• Post category:Movies
  • Post last modified:January 24, 2021

Grizzly Man: Blinded by Love

IN NATURE, THERE ARE BOUNDARIES. ONE MAN SPENT THE LAST 13 YEARS OF HIS LIFE CROSSING THEM.

Canadian naturalist Charles Russell wasn’t too happy about Werner Herzog’s depiction of his friend Timothy Treadwell, a documentary filmmaker and bear enthusiast who was killed in 2003 by an unusually aggressive and hungry grizzly bear. Russell wrote, “Most people now see [Treadwell] only the way Herzog skillfully wanted his audience to see him; as an idiot who continually ‘crossed nature’s line’, what ever that means. He takes everything Timothy stood for and turned it 180°, the result which he then weaves into his own unsophisticated agenda.”

Russell obviously wanted to protect Treadwell’s reputation, but this film is not at all as black-and-white as Russell would have us believe.

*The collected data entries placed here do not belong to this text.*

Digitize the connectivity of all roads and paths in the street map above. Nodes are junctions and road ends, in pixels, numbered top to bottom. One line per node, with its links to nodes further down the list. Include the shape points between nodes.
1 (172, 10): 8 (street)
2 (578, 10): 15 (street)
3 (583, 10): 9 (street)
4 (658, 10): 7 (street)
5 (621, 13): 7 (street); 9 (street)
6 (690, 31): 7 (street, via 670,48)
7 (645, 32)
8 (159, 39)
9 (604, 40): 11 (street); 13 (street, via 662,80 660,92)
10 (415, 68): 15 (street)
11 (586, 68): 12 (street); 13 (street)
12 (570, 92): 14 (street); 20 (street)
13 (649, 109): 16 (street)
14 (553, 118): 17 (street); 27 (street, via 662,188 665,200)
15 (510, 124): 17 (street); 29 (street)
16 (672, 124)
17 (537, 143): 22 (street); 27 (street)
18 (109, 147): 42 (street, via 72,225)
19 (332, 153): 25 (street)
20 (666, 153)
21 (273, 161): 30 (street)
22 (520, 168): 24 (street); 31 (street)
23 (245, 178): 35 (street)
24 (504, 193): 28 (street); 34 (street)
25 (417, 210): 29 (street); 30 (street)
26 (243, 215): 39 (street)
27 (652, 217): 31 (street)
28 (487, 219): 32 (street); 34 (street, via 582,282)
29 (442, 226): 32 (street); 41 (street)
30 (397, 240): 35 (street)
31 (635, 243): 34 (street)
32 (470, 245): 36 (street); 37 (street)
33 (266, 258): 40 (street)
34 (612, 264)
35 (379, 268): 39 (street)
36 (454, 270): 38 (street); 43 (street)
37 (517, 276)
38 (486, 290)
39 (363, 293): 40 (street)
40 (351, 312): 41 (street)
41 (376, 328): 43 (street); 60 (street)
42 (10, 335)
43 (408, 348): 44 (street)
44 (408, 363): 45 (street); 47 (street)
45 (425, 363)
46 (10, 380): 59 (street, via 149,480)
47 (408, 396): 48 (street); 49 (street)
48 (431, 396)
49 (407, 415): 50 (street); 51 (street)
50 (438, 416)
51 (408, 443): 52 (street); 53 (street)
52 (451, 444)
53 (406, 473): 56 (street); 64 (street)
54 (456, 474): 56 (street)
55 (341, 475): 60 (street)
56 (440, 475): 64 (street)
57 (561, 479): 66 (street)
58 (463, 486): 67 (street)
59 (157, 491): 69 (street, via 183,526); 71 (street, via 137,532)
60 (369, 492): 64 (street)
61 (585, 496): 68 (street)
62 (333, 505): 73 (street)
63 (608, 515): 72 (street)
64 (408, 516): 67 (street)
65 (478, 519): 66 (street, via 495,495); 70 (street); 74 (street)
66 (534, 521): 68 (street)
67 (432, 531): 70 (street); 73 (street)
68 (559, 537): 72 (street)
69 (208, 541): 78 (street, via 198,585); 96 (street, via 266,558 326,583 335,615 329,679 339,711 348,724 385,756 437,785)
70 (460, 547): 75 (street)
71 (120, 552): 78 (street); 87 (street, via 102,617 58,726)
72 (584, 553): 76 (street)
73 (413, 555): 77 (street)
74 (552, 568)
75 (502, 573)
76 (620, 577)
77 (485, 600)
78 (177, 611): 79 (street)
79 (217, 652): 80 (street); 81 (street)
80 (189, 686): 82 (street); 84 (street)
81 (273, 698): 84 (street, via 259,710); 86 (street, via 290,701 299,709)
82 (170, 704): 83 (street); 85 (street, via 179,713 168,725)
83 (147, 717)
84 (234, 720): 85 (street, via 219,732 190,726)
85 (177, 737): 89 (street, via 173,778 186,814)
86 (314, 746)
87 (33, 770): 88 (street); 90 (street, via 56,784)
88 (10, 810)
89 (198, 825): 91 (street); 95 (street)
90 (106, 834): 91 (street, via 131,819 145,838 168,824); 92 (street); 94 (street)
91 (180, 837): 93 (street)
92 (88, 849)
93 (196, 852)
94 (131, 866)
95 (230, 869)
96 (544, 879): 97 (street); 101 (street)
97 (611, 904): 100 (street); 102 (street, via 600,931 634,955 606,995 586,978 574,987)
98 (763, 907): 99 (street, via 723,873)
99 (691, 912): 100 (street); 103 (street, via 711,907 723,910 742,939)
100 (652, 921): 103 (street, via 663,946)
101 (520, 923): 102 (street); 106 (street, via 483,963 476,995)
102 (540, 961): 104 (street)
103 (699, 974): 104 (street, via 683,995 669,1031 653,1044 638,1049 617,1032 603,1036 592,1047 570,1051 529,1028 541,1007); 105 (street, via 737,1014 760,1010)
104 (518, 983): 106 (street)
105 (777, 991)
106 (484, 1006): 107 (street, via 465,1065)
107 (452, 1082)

A not entirely balanced human being
Herzog is a great filmmaker, regardless of whether he’s producing fiction or documentaries. Most of his fans recall My Best Fiend (1999), the film he made about Klaus Kinski, the actor who appeared in several of his films, a larger-than-life personality who almost drove Herzog crazy with his out-of-whack behavior. Grizzly Man is reminiscent of that film as it portrays an equally colorful and not entirely balanced human being; in the movie, Herzog (who is also the narrator) even remarks on Treadwell’s similarity to Klaus Kinski. By the time of his death, Timothy Treadwell had achieved national recognition as a person who spent his summers up in Alaska in what he called the Grizzly Maze. Over the years he had learned how to be close to and respect grizzly bears and shot several videos of his encounters with them. He also traveled around the country and showed these videos to school kids. He never charged the schools anything; all he wanted was to spread his knowledge to younger generations.

Treadwell was a controversial figure; some said he was getting too close to the animals, not respecting the fact that they were wild. When he and his then-girlfriend Amie Huguenard were killed and partially eaten by a bear, few people seemed to be surprised.

A rich portrait
Herzog shows a lot of Treadwell’s own footage from his years together with the bears, including material that shows the grizzly man’s thoughts when he was all alone in the wilderness. The portrait is rich; Treadwell seemed to be a person who was proud of his achievements (he had beaten a drug addiction) and his love of the animals was tremendous, but it also blinded him. He had an unfortunate tendency to treat them as cute pets (even naming one of the bears Mr. Chocolate) and was very sad whenever nature proved to him that it is neither good nor bad, just rational. His appearance in the films gave a childlike impression; his surfer looks, high-pitched voice and optimistic approach added to it.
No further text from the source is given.